DATA SHOWN

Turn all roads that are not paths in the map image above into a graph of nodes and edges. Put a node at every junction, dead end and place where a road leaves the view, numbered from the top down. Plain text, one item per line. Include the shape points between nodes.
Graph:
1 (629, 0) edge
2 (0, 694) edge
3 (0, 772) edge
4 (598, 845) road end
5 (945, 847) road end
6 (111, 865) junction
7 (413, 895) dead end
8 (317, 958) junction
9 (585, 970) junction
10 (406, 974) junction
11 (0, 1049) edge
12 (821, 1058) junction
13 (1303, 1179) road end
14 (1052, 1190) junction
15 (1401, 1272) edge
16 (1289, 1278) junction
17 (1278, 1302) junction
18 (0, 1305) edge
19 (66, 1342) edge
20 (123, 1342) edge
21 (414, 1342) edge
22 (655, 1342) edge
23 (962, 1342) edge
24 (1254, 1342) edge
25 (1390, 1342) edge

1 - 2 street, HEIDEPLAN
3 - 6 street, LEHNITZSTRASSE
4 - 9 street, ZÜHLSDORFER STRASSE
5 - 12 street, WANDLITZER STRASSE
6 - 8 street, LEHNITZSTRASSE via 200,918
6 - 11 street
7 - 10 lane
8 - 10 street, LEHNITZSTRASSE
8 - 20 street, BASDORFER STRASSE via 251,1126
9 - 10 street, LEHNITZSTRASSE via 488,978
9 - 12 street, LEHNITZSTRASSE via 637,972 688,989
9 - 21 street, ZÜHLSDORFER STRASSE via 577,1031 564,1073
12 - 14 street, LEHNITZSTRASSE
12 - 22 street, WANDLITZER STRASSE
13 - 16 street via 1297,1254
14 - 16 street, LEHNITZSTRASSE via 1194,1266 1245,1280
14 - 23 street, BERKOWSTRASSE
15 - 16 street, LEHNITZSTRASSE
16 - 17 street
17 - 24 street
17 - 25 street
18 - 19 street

BRIEF
Every record, word for word, must be returned.

WRITTEN ANSWER
Turn all roads that are not paths in the map image above into a graph of nodes and edges. Put a node at every junction, dead end and place where a road leaves the view, numbered from the top down. Plain text, one item per line. Include the shape points between nodes.
Graph:
1 (629, 0) edge
2 (0, 694) edge
3 (0, 772) edge
4 (598, 845) road end
5 (945, 847) road end
6 (111, 865) junction
7 (413, 895) dead end
8 (317, 958) junction
9 (585, 970) junction
10 (406, 974) junction
11 (0, 1049) edge
12 (821, 1058) junction
13 (1303, 1179) road end
14 (1052, 1190) junction
15 (1401, 1272) edge
16 (1289, 1278) junction
17 (1278, 1302) junction
18 (0, 1305) edge
19 (66, 1342) edge
20 (123, 1342) edge
21 (414, 1342) edge
22 (655, 1342) edge
23 (962, 1342) edge
24 (1254, 1342) edge
25 (1390, 1342) edge

1 - 2 street, HEIDEPLAN
3 - 6 street, LEHNITZSTRASSE
4 - 9 street, ZÜHLSDORFER STRASSE
5 - 12 street, WANDLITZER STRASSE
6 - 8 street, LEHNITZSTRASSE via 200,918
6 - 11 street
7 - 10 lane
8 - 10 street, LEHNITZSTRASSE
8 - 20 street, BASDORFER STRASSE via 251,1126
9 - 10 street, LEHNITZSTRASSE via 488,978
9 - 12 street, LEHNITZSTRASSE via 637,972 688,989
9 - 21 street, ZÜHLSDORFER STRASSE via 577,1031 564,1073
12 - 14 street, LEHNITZSTRASSE
12 - 22 street, WANDLITZER STRASSE
13 - 16 street via 1297,1254
14 - 16 street, LEHNITZSTRASSE via 1194,1266 1245,1280
14 - 23 street, BERKOWSTRASSE
15 - 16 street, LEHNITZSTRASSE
16 - 17 street
17 - 24 street
17 - 25 street
18 - 19 street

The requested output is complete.